Ease, Flow, Pace

It is hard to slow down, actually.

Even when I have the chance for some rest or spaciousness, I often find myself filling up the time with all the things I had put off prior. So the time away becomes still about accomplishment somehow. I am afraid that I don’t know how to slow down, or that my nervous system won’t let me, or that I may disappoint others if I do.

It’s so baked into everything – this productivity thing. It’s a constant fear that’s been installed by capitalism, an economic system which consolidates power in the form of wealth. Its dear colleagues patriarchy, white supremacy, ableism, etc. all dictate who is worthy of that wealth. In my family/culture/religion/society, I learned that worthiness was tied to how much value I produced or created.  

Sometimes that pressure seems inescapable. I feel at times like I’m falling in and out of the system, continually, based on how much attention I’ve paid to my email inbox or my Twitter feed. What an artificial measure. 

What about making soup for my dear friend’s family? The 15-year-old is down with COVID and my friend is trying to keep her husband healthy, a doctor who treats COVID patients in our hospitals here.

What about having to make the decision to walk out of my art class because there were unmasked people and a total lack of social distancing between stations?

What about being available for my friend when they calls to say that they lost their relative to addiction, after their accompaniment of him through rehab and recovery last year failed? They couldn’t pull him from the darkness and needed someone to hold the grief and regret and anger at his family, toxic individualism, toxic masculinity…so much churning pain. 

What about processing the latest news of continued violence against Asian Americans, enacted state violence on women’s bodies, or people…children targeted and gunned down in yet another place people considered “safe”?  

What about going to the river, to take time to notice the ever-moving water and listen to the birds, because it all just feels too heavy to carry alone? 

How does this figure into my “productivity” today? How does this figure into my rest?

We are in a time of collective upheaval, grief, and crisis. Yet, in the social good sector, we keep requiring ourselves and our colleagues to go at an unsustainable pace. And it’s hurting us, our teams, our organizations, and most disappointingly, our partners and those working closest to the ground. 

Because I had some financial pressure after moving to Nebraska last year, it was hard to stave off the money fears. To cope, I upped my pace. I took on more work. I worked harder. I worked more. I put aside my art. During this time, I also witnessed how much this pace has become toxic within our global development organizations. Our proclivity for planning, our bias for action, our empathy, our ambition, our urgency mixing together and hurting people’s well-being in specific and harmful ways. 

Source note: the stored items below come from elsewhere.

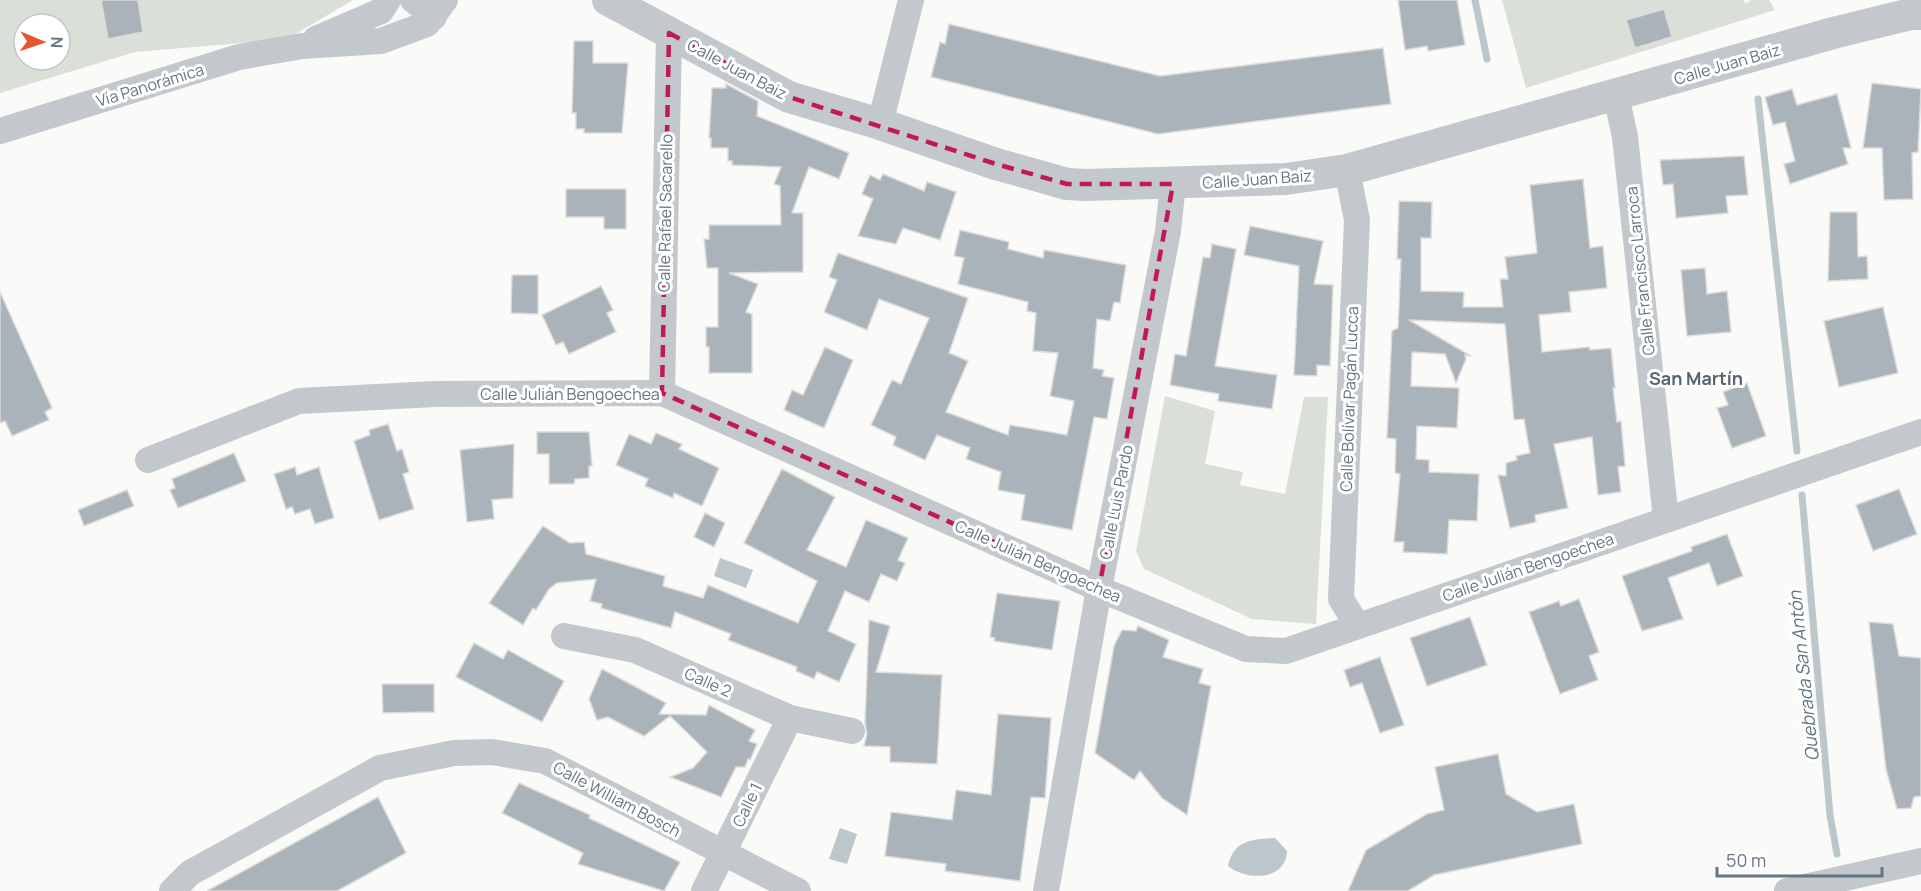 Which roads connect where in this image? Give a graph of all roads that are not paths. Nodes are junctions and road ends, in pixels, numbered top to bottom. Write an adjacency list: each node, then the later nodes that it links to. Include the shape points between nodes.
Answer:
1 (365, 0): 9 (street, via 321,23)
2 (388, 0): 9 (street, Vía Panorámica, via 381,11)
3 (413, 0): 6 (street)
4 (608, 0): 8 (street, Calle Juan Baiz)
5 (911, 0): 11 (street)
6 (439, 9): 9 (street, Vía Panorámica, via 427,24 381,41)
7 (1921, 14): 10 (street, Calle Juan Baiz, via 1837,32)
8 (669, 33): 11 (street, Calle Juan Baiz, via 789,97); 15 (street, Calle Rafael Sacarello)
9 (302, 46): 12 (street, Vía Panorámica, via 239,57)
10 (1616, 95): 13 (street, Calle Juan Baiz); 18 (street, Calle Francisco Larroca, via 1626,137)
11 (880, 124): 14 (street, Calle Juan Baiz, via 1067,184)
12 (0, 131)
13 (1347, 170): 14 (street, Calle Juan Baiz, via 1286,179); 20 (street, Calle Bolívar Pagán Lucca, via 1357,220 1341,599)
14 (1173, 184): 19 (street, Calle Luis Pardo, via 1168,231)
15 (662, 393): 17 (street, Calle Julián Bengoechea, via 435,394 299,401); 19 (street, Calle Julián Bengoechea)
16 (1921, 432): 18 (street, Calle Julián Bengoechea)
17 (148, 460)
18 (1666, 519): 20 (street, Calle Julián Bengoechea)
19 (1099, 589): 20 (street, Calle Julián Bengoechea, via 1246,649 1286,651); 29 (street, Calle Luis Pardo)
20 (1357, 625)
21 (564, 636): 22 (street, Calle 2, via 635,650)
22 (790, 718): 23 (street, Calle 2); 24 (street, Calle 1)
23 (852, 731)
24 (722, 854): 26 (street, Calle William Bosch, via 545,761 492,752 454,753 380,768 199,867); 27 (street, Calle 1); 28 (street, Calle William Bosch)
25 (1921, 861): 30 (street)
26 (172, 891)
27 (704, 891)
28 (798, 891)
29 (1046, 891)
30 (1787, 891) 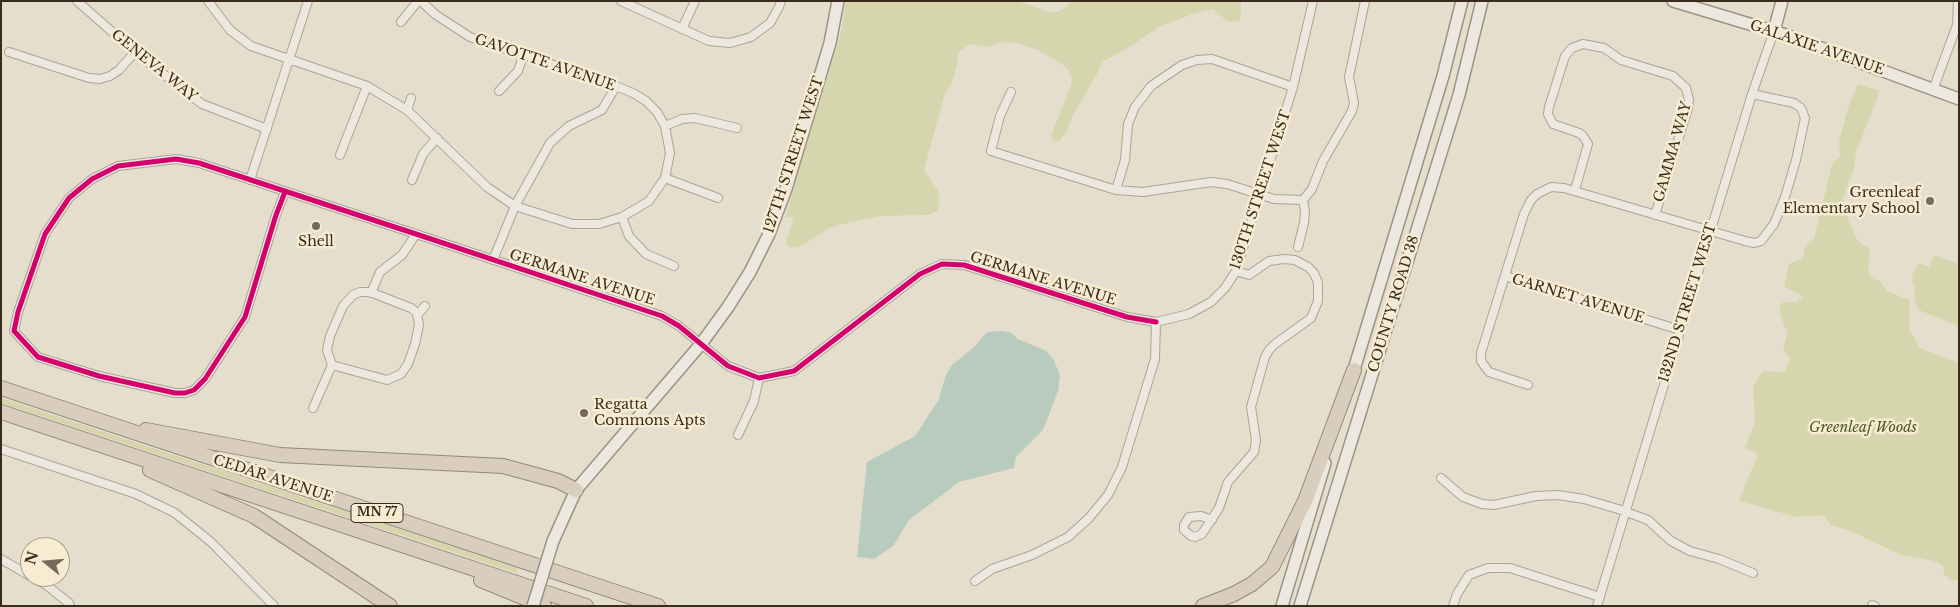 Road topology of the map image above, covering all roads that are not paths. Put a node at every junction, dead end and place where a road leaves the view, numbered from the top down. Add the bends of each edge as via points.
1 (77, 1) edge
2 (208, 1) edge
3 (308, 1) edge
4 (420, 1) edge
5 (621, 1) edge
6 (695, 1) edge
7 (781, 1) edge
8 (838, 1) edge
9 (1313, 1) edge
10 (1365, 1) edge
11 (1462, 1) edge
12 (1482, 1) edge
13 (1673, 1) edge
14 (1782, 1) edge
15 (1958, 1) edge
16 (401, 22) dead end
17 (682, 29) junction
18 (1774, 31) junction
19 (9, 52) dead end
20 (135, 52) junction
21 (524, 56) junction
22 (289, 59) junction
23 (367, 86) junction
24 (616, 86) junction
25 (1293, 87) junction
26 (1933, 90) junction
27 (499, 91) dead end
28 (1011, 92) dead end
29 (1752, 94) junction
30 (411, 98) dead end
31 (1959, 99) edge
32 (407, 110) junction
33 (665, 126) junction
34 (737, 128) dead end
35 (267, 129) junction
36 (437, 138) junction
37 (340, 155) dead end
38 (665, 178) junction
39 (250, 180) junction
40 (412, 180) dead end
41 (1116, 190) junction
42 (1576, 190) junction
43 (286, 192) junction
44 (1261, 195) junction
45 (718, 198) dead end
46 (1303, 200) junction
47 (515, 206) junction
48 (1655, 214) junction
49 (622, 217) junction
50 (1710, 230) junction
51 (416, 234) junction
52 (1298, 247) dead end
53 (493, 260) junction
54 (674, 266) dead end
55 (1236, 271) junction
56 (1505, 276) junction
57 (371, 293) junction
58 (425, 306) dead end
59 (418, 314) junction
60 (1156, 322) junction
61 (1680, 330) junction
62 (701, 344) junction
63 (332, 365) junction
64 (1354, 370) junction
65 (760, 378) junction
66 (1528, 385) dead end
67 (1, 388) edge
68 (313, 408) dead end
69 (1, 412) edge
70 (96, 421) junction
71 (738, 436) dead end
72 (76, 437) junction
73 (1, 449) edge
74 (1442, 478) dead end
75 (576, 490) junction
76 (1625, 511) junction
77 (1212, 520) dead end
78 (422, 552) junction
79 (1, 559) edge
80 (20, 570) edge
81 (1753, 573) dead end
82 (975, 581) dead end
83 (49, 587) edge
84 (1600, 597) junction
85 (70, 606) edge
86 (274, 606) edge
87 (390, 606) edge
88 (533, 606) edge
89 (544, 606) edge
90 (586, 606) edge
91 (658, 606) edge
92 (1203, 606) edge
93 (1282, 606) edge
94 (1300, 606) edge
95 (1453, 606) edge
96 (1597, 606) edge

1 - 20 street, GENEVA WAY
2 - 22 street via 230,30 251,46
3 - 22 street
4 - 16 street
4 - 21 street, GAVOTTE AVENUE via 470,37
5 - 17 street
6 - 17 street
7 - 17 street via 770,24 751,37 730,43 709,41
8 - 62 main road, 127TH STREET WEST via 824,61 769,234 750,272
9 - 25 street, 130TH STREET WEST
10 - 46 street via 1349,78 1354,103 1352,111 1323,161 1312,189
11 - 64 main road, COUNTY ROAD 38 via 1443,76
12 - 94 main road, COUNTY ROAD 38 via 1459,95
13 - 18 main road, GALAXIE AVENUE
14 - 18 main road, 132ND STREET WEST
15 - 26 street via 1957,25
18 - 26 main road, GALAXIE AVENUE
18 - 29 street, 132ND STREET WEST
19 - 20 street via 100,79 119,70
20 - 35 street, GENEVA WAY via 202,104
21 - 24 street, GAVOTTE AVENUE
21 - 27 street via 518,71
22 - 23 street
22 - 35 street
23 - 32 street
23 - 37 street
24 - 33 street, GAVOTTE AVENUE via 646,101
24 - 47 street via 602,110 569,126 550,143
25 - 41 street via 1212,60 1182,65 1151,86 1135,107 1128,124 1125,160
25 - 44 street, 130TH STREET WEST
26 - 31 main road, GALAXIE AVENUE
28 - 41 street via 1000,116 991,151
29 - 50 street, 132ND STREET WEST
29 - 50 street, GARNET AVENUE via 1794,103 1801,108 1805,118 1796,160 1774,224 1761,241 1754,243
30 - 32 street
32 - 36 street
33 - 34 street via 695,118
33 - 38 street via 670,153
35 - 39 street
36 - 40 street via 423,154
36 - 47 street via 487,187
38 - 45 street
38 - 49 street via 649,201
39 - 43 street, GERMANE AVENUE
39 - 43 street, GERMANE AVENUE via 176,159 118,166 92,179 69,198 45,234 14,331 38,357 99,376 175,393 194,390 205,379 245,317
41 - 44 street via 1143,192 1211,182
42 - 48 street, GARNET AVENUE
42 - 48 street, GAMMA WAY via 1588,149 1586,140 1553,124 1548,114 1565,56 1572,48 1583,44 1604,48 1618,59 1673,76 1686,88 1688,108
42 - 56 street, GARNET AVENUE via 1551,187 1531,200
43 - 51 street, GERMANE AVENUE
44 - 46 street
44 - 55 street, 130TH STREET WEST
46 - 52 street via 1304,223
47 - 49 street via 572,224 599,224
47 - 53 street
48 - 50 street, GARNET AVENUE
49 - 54 street via 629,236 646,254
50 - 61 street, 132ND STREET WEST
51 - 53 street, GERMANE AVENUE
51 - 57 street via 402,255 380,272
53 - 62 street, GERMANE AVENUE via 662,316
55 - 60 street, 130TH STREET WEST via 1211,302 1189,314
55 - 77 street via 1249,275 1269,261 1296,260 1314,273 1318,302 1311,318 1269,350 1251,407 1256,440 1254,452 1228,482 1220,508
56 - 61 street, GARNET AVENUE
56 - 66 street via 1481,361 1489,372
57 - 59 street via 411,308
57 - 63 street via 352,295 343,306 328,343
58 - 59 street
59 - 63 street via 415,344 401,374 387,380
60 - 65 street, GERMANE AVENUE via 1127,317 964,265 942,264 920,274 794,371
60 - 82 street via 1155,359 1122,467 1108,495 1068,537 1032,555 992,569
61 - 76 street, 132ND STREET WEST
62 - 65 street, GERMANE AVENUE via 728,366
62 - 75 main road, 127TH STREET WEST
63 - 68 street
64 - 92 highway via 1305,501 1272,567 1252,584
64 - 93 main road, COUNTY ROAD 38
65 - 71 street via 754,401
67 - 70 highway, CEDAR AVENUE / MN 77
69 - 72 highway, CEDAR AVENUE / MN 77
70 - 75 highway via 280,455 503,466 558,481
70 - 91 highway, CEDAR AVENUE / MN 77
72 - 78 highway, CEDAR AVENUE / MN 77
72 - 87 highway via 254,516
73 - 86 street via 136,494 175,514 211,542
74 - 76 street via 1464,496 1482,504 1558,495
75 - 88 main road, 127TH STREET WEST, bridge via 553,541
76 - 81 street via 1648,520 1685,549
76 - 84 street, 132ND STREET WEST
78 - 89 highway
78 - 90 highway, CEDAR AVENUE / MN 77
79 - 80 street
83 - 85 street
84 - 95 street via 1510,568 1488,568 1469,575
84 - 96 street, 132ND STREET WEST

We cannot do things as we once did.

And we have to start right where we are. We can pause the rushing and name and interrupt the anxiety. We can mirror and help soften each other’s constant alert mode. We can commit to quiet and calm. For so many reasons, we have to.

Note I switched from “I” to “we” intentionally here. What I always have to learn during my “breaks” is that I cannot rest if I’m the only one holding these hard things. I’ve got to be able to trust that nothing will drop if I close my eyes for 30 minutes. I’ve got to trust that it’s not only the “work” that ends up on client invoices that matters. Because of my upbringing and identity, I’ve got to be reminded that I’m not the only one struggling with all of this. 

We can’t stop working. We have to continue with the long, hard work of solidarity and institutional change. Perhaps more importantly though, we have to find a sustainable pace through all the unknowns of this time. We have to nap, go to bed earlier, find five minutes to breathe or go outside. 

Most importantly, we have to offer this gift to each other.

I’m still uncertain how my relationship to work and rest and flow and pace will evolve in the second half of 2022. One practice I’m embracing is to read each morning my Great Aunt Helen’s daily diary, which she wrote from 1953-1956. 

Her and my great uncle Bud were newly married, young farmers at the time. I hope there will be some wisdom in it for me, for us. So much of it is a recording of what they accomplished each day, but it also tells of such significant time spent with others. Even amidst all they do each day, they spend time with neighbors and friends or are involved in some civic or social activity at least bi-weekly if not more often.

They worked hard. But they had a pace that always made time for community. 

In this daily flow with them – across space and time – I’m also dreaming. What would our organizations look like if we created a pace that always made time for community?